• _PROBLEM DESCRIPTION_:
Find how many lines in the listing below include the word "Roque". Give that number only.

-- Opening Marker --

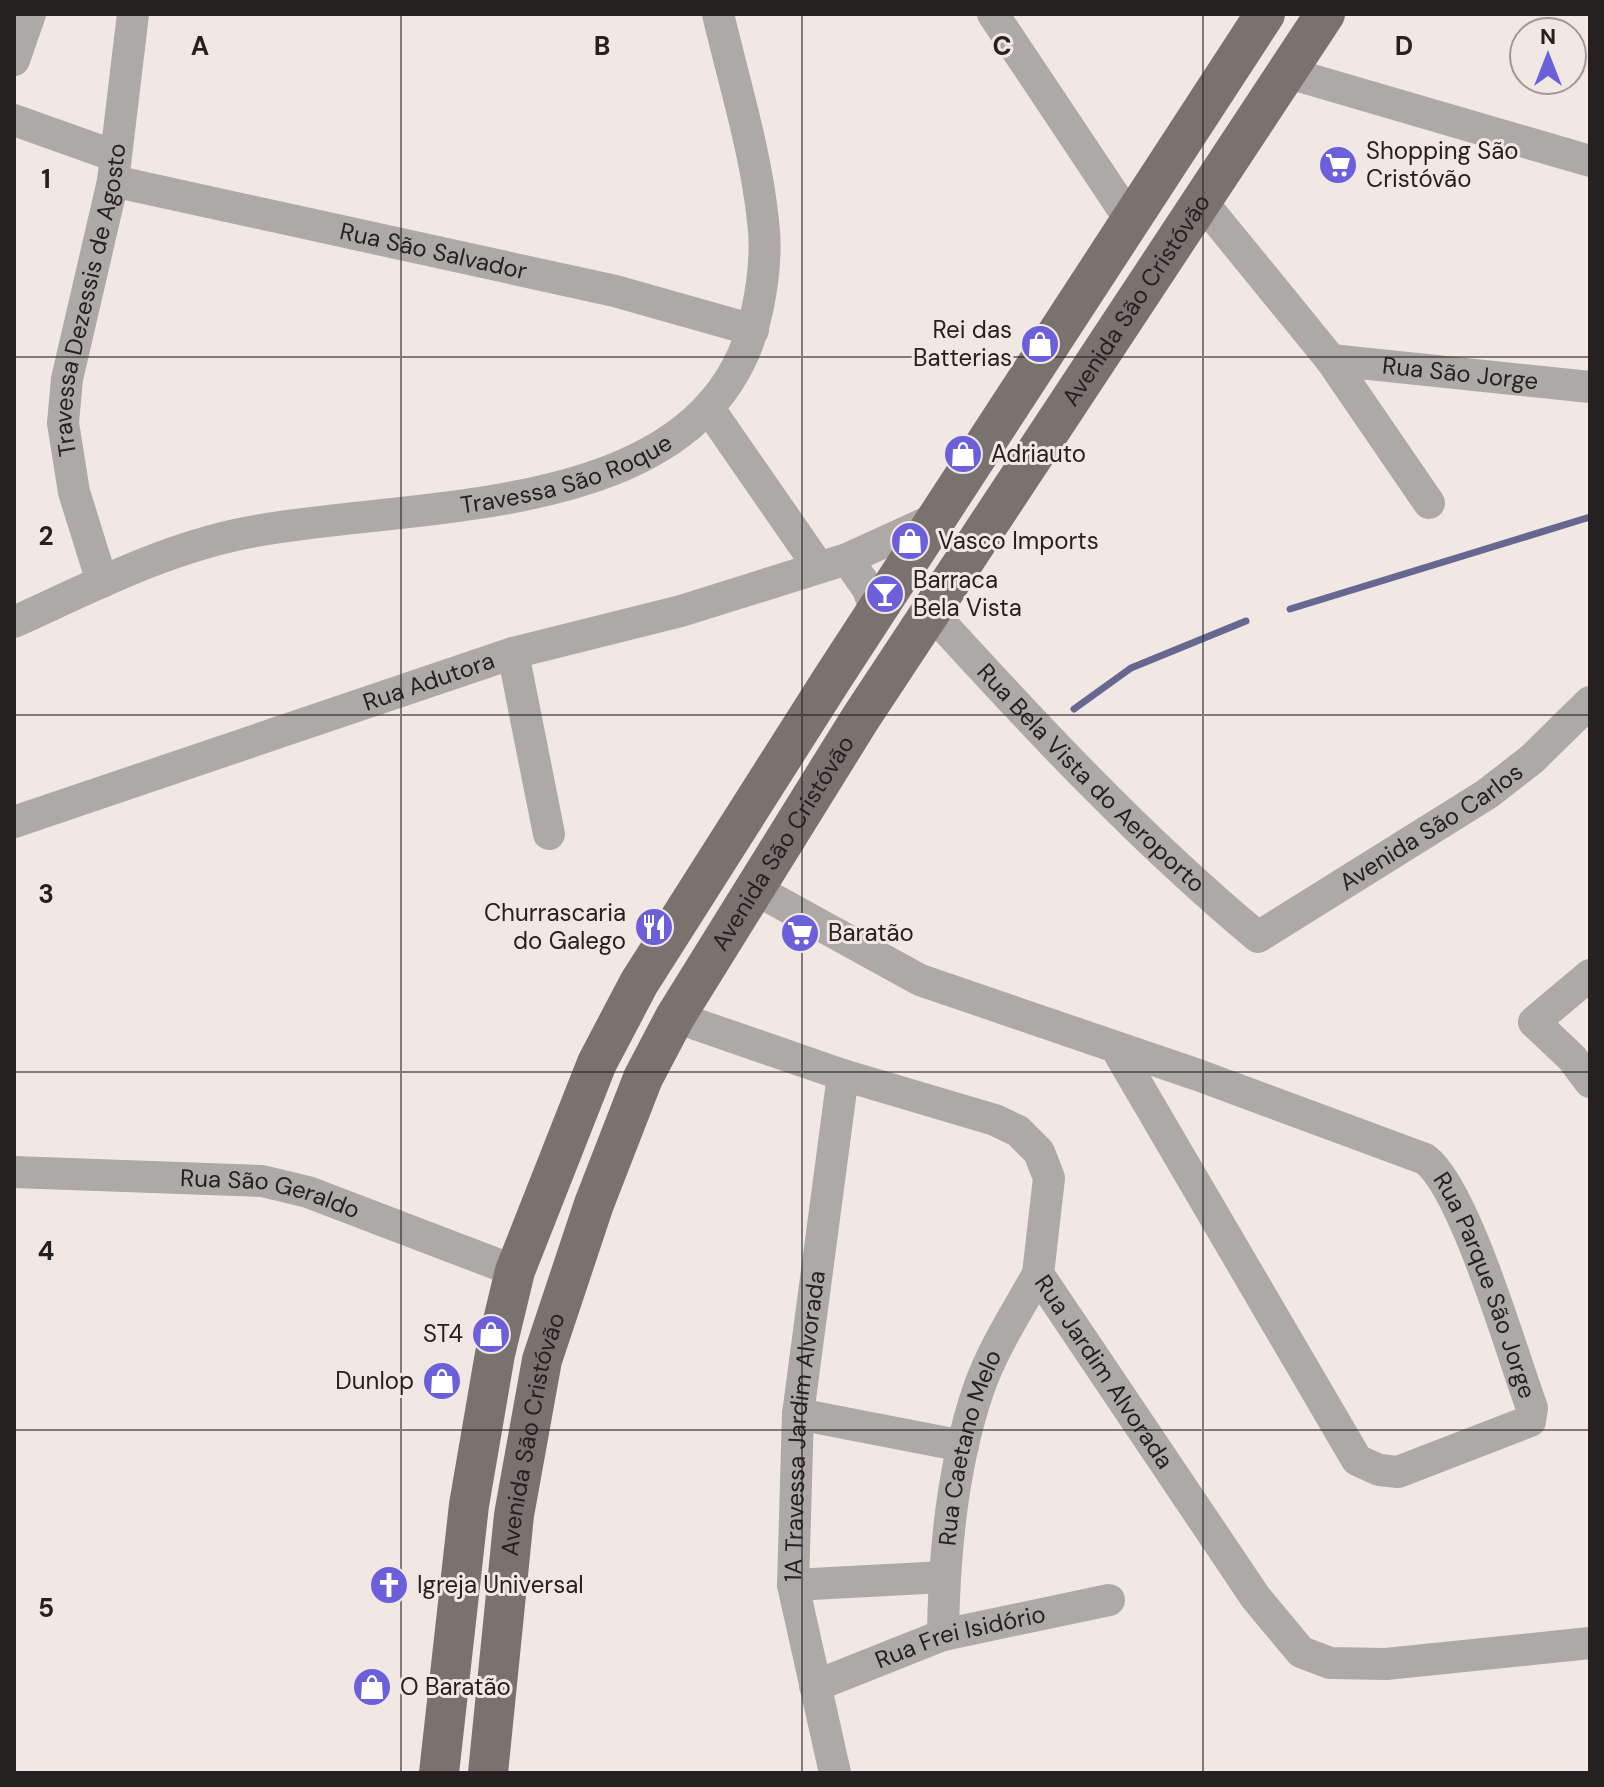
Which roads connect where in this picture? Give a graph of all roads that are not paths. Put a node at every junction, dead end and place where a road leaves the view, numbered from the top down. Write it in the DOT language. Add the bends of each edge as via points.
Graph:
graph roads {
  1 [pos="30,14"];
  2 [pos="133,14"];
  3 [pos="718,14"];
  4 [pos="993,14"];
  5 [pos="1265,14"];
  6 [pos="1325,14"];
  7 [pos="14,60"];
  8 [pos="1285,72"];
  9 [pos="15,122"];
  10 [pos="1590,161"];
  11 [pos="114,168"];
  12 [pos="1203,203"];
  13 [pos="1131,221"];
  14 [pos="753,330"];
  15 [pos="1331,360"];
  16 [pos="1590,387"];
  17 [pos="710,410"];
  18 [pos="1429,503"];
  19 [pos="939,517"];
  20 [pos="832,563"];
  21 [pos="102,582"];
  22 [pos="930,611"];
  23 [pos="877,614"];
  24 [pos="14,622"];
  25 [pos="513,653"];
  26 [pos="1590,702"];
  27 [pos="14,822"];
  28 [pos="549,834"];
  29 [pos="753,888"];
  30 [pos="1258,937"];
  31 [pos="1590,975"];
  32 [pos="675,1017"];
  33 [pos="1116,1048"];
  34 [pos="843,1075"];
  35 [pos="1590,1082"];
  36 [pos="14,1172"];
  37 [pos="515,1271"];
  38 [pos="1038,1274"];
  39 [pos="798,1414"];
  40 [pos="963,1446"];
  41 [pos="944,1577"];
  42 [pos="793,1585"];
  43 [pos="1109,1600"];
  44 [pos="943,1635"];
  45 [pos="1590,1643"];
  46 [pos="815,1686"];
  47 [pos="439,1773"];
  48 [pos="488,1773"];
  49 [pos="835,1773"];
  1 -- 7 [label="street"];
  2 -- 11 [label="street, Travessa Dezessis de Agosto"];
  3 -- 14 [label="street, Travessa São Roque" via="763,221 761,293"];
  4 -- 13 [label="street"];
  5 -- 13 [label="main road, Avenida São Cristóvão"];
  6 -- 8 [label="main road, Avenida São Cristóvão"];
  8 -- 10 [label="street"];
  8 -- 12 [label="main road, Avenida São Cristóvão"];
  9 -- 11 [label="street, Rua São Salvador"];
  11 -- 14 [label="street, Rua São Salvador"];
  11 -- 21 [label="street, Travessa Dezessis de Agosto" via="73,352 63,423 66,459"];
  12 -- 15 [label="street, Rua São Jorge"];
  12 -- 22 [label="main road, Avenida São Cristóvão"];
  13 -- 19 [label="main road, Avenida São Cristóvão"];
  14 -- 17 [label="street, Travessa São Roque" via="740,365"];
  15 -- 16 [label="street, Rua São Jorge"];
  15 -- 18 [label="street, Rua São Jorge"];
  17 -- 20 [label="street"];
  17 -- 21 [label="street, Travessa São Roque" via="641,459 555,489 248,532 178,551"];
  19 -- 20 [label="street, Rua Adutora"];
  19 -- 23 [label="main road, Avenida São Cristóvão"];
  20 -- 23 [label="street" via="868,589"];
  20 -- 25 [label="street, Rua Adutora" via="681,611"];
  21 -- 24 [label="street, Travessa São Roque"];
  22 -- 29 [label="main road, Avenida São Cristóvão"];
  22 -- 30 [label="street, Rua Bela Vista do Aeroporto" via="1049,743"];
  23 -- 37 [label="main road, Avenida São Cristóvão" via="639,983 597,1063"];
  25 -- 27 [label="street, Rua Adutora"];
  25 -- 28 [label="street"];
  26 -- 30 [label="street, Avenida São Carlos" via="1487,794"];
  29 -- 32 [label="main road, Avenida São Cristóvão"];
  29 -- 33 [label="street, Rua Parque São Jorge" via="920,980"];
  31 -- 35 [label="street" via="1534,1022"];
  32 -- 34 [label="street, Rua Jardim Alvorada"];
  32 -- 48 [label="main road, Avenida São Cristóvão" via="622,1130 542,1360 514,1515"];
  33 -- 33 [label="street, Rua Parque São Jorge" via="1357,1460 1398,1472 1530,1421 1532,1408 1471,1237 1437,1168 1401,1147"];
  34 -- 38 [label="street, Rua Jardim Alvorada" via="995,1120 1028,1140 1049,1178"];
  34 -- 39 [label="street, 1A Travessa Jardim Alvorada"];
  36 -- 37 [label="street, Rua São Geraldo" via="262,1181 308,1192"];
  37 -- 47 [label="main road, Avenida São Cristóvão" via="477,1450"];
  38 -- 40 [label="street, Rua Caetano Melo" via="980,1385"];
  38 -- 45 [label="street, Rua Jardim Alvorada" via="1256,1598 1301,1652 1330,1663 1375,1664"];
  39 -- 40 [label="street"];
  39 -- 42 [label="street, 1A Travessa Jardim Alvorada"];
  40 -- 41 [label="street, Rua Caetano Melo"];
  41 -- 42 [label="street"];
  41 -- 44 [label="street, Rua Caetano Melo"];
  42 -- 46 [label="street, 1A Travessa Jardim Alvorada"];
  43 -- 44 [label="street, Rua Frei Isidório"];
  44 -- 46 [label="street, Rua Frei Isidório"];
  46 -- 49 [label="street, 1A Travessa Jardim Alvorada"];
}
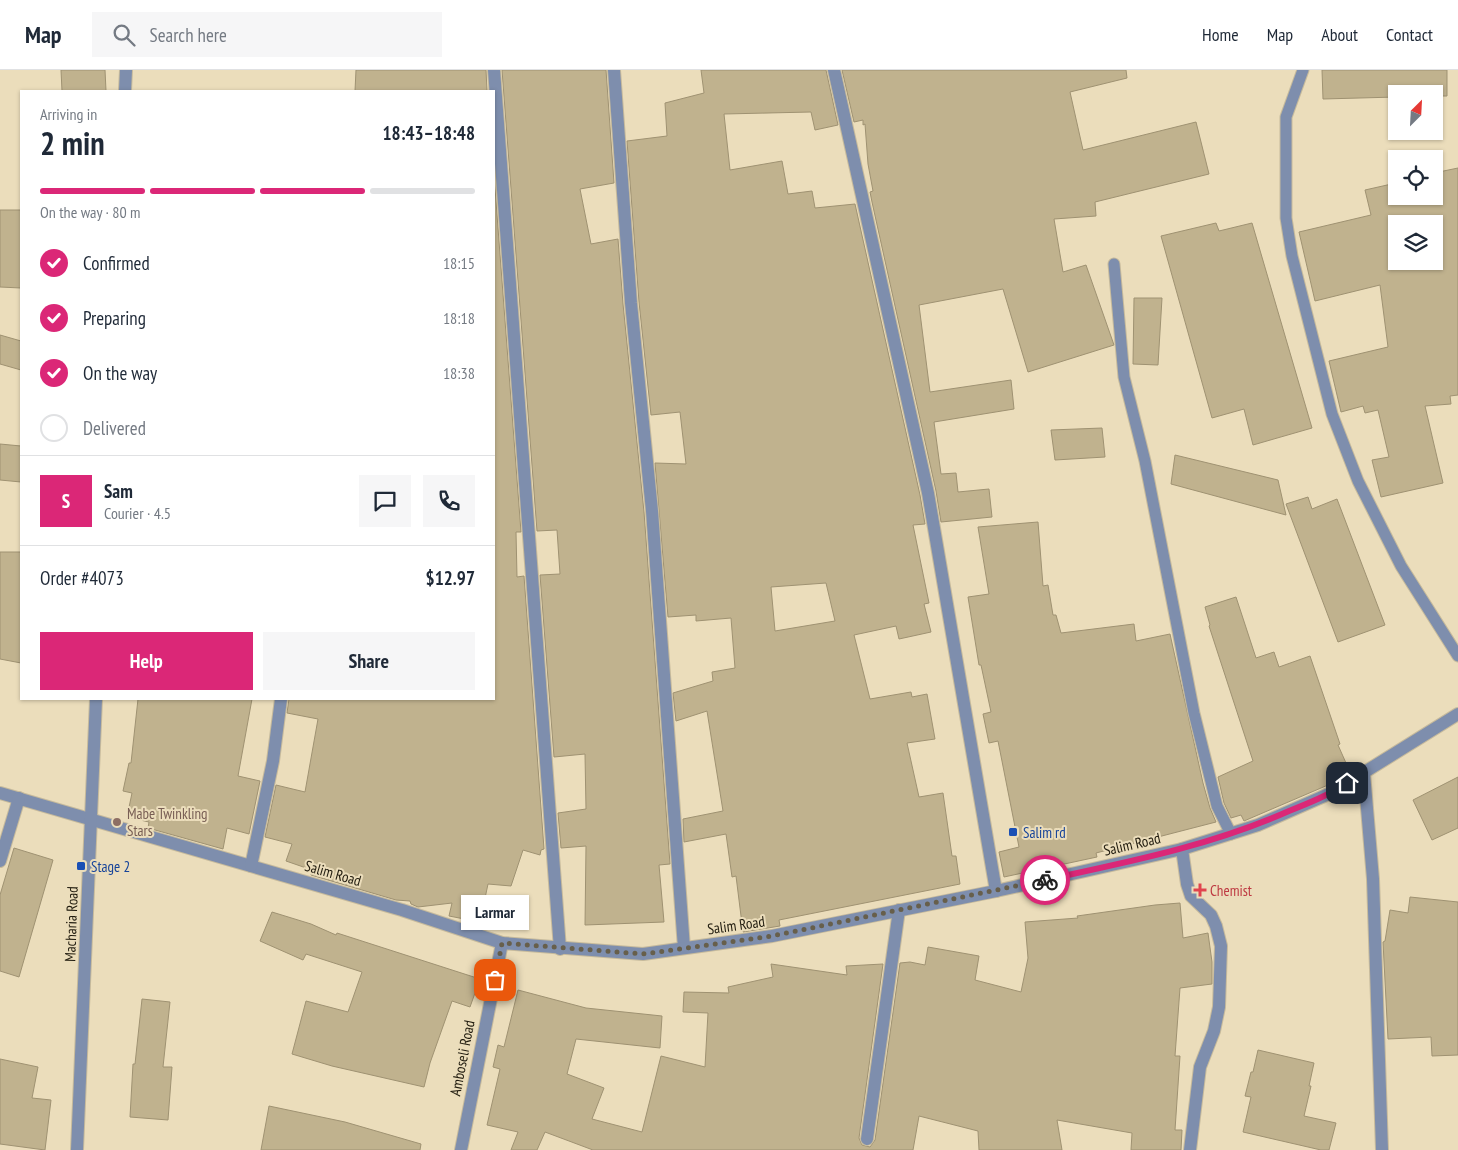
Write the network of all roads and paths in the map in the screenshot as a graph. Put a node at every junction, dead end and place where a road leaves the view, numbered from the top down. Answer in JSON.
{"nodes":[{"id":1,"x":126,"y":70,"type":"edge"},
{"id":2,"x":494,"y":70,"type":"edge"},
{"id":3,"x":614,"y":70,"type":"edge"},
{"id":4,"x":834,"y":70,"type":"edge"},
{"id":5,"x":1303,"y":70,"type":"edge"},
{"id":6,"x":125,"y":90,"type":"edge"},
{"id":7,"x":1114,"y":264,"type":"dead end"},
{"id":8,"x":1458,"y":656,"type":"edge"},
{"id":9,"x":96,"y":700,"type":"edge"},
{"id":10,"x":281,"y":700,"type":"edge"},
{"id":11,"x":1458,"y":714,"type":"edge"},
{"id":12,"x":1364,"y":773,"type":"junction"},
{"id":13,"x":0,"y":793,"type":"edge"},
{"id":14,"x":19,"y":798,"type":"junction"},
{"id":15,"x":92,"y":819,"type":"junction"},
{"id":16,"x":1231,"y":834,"type":"junction"},
{"id":17,"x":1182,"y":849,"type":"junction"},
{"id":18,"x":0,"y":861,"type":"edge"},
{"id":19,"x":251,"y":866,"type":"junction"},
{"id":20,"x":996,"y":891,"type":"junction"},
{"id":21,"x":899,"y":910,"type":"junction"},
{"id":22,"x":502,"y":943,"type":"junction"},
{"id":23,"x":684,"y":948,"type":"junction"},
{"id":24,"x":560,"y":949,"type":"junction"},
{"id":25,"x":867,"y":1139,"type":"dead end"},
{"id":26,"x":77,"y":1150,"type":"edge"},
{"id":27,"x":461,"y":1150,"type":"edge"},
{"id":28,"x":1190,"y":1150,"type":"edge"},
{"id":29,"x":1382,"y":1150,"type":"edge"}],
"edges":[{"from":1,"to":6,"type":"street"},
{"from":2,"to":24,"type":"street"},
{"from":3,"to":23,"type":"street"},
{"from":4,"to":20,"type":"street"},
{"from":5,"to":8,"type":"lane"},
{"from":7,"to":16,"type":"lane"},
{"from":9,"to":15,"type":"street","name":"Macharia Road"},
{"from":10,"to":19,"type":"street"},
{"from":11,"to":12,"type":"street","name":"Salim Road"},
{"from":12,"to":16,"type":"street","name":"Salim Road"},
{"from":12,"to":29,"type":"street"},
{"from":13,"to":14,"type":"street","name":"Salim Road"},
{"from":14,"to":15,"type":"street","name":"Salim Road"},
{"from":14,"to":18,"type":"street"},
{"from":15,"to":19,"type":"street","name":"Salim Road"},
{"from":15,"to":26,"type":"street","name":"Macharia Road"},
{"from":16,"to":17,"type":"street","name":"Salim Road"},
{"from":17,"to":20,"type":"street","name":"Salim Road"},
{"from":17,"to":28,"type":"street"},
{"from":19,"to":22,"type":"street","name":"Salim Road"},
{"from":20,"to":21,"type":"street","name":"Salim Road"},
{"from":21,"to":23,"type":"street","name":"Salim Road"},
{"from":21,"to":25,"type":"street"},
{"from":22,"to":24,"type":"street","name":"Salim Road"},
{"from":22,"to":27,"type":"street","name":"Amboseli Road"},
{"from":23,"to":24,"type":"street","name":"Salim Road"}]}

-- Closing Marker --

• _RESULT FOR THIS EXERCISE_:
4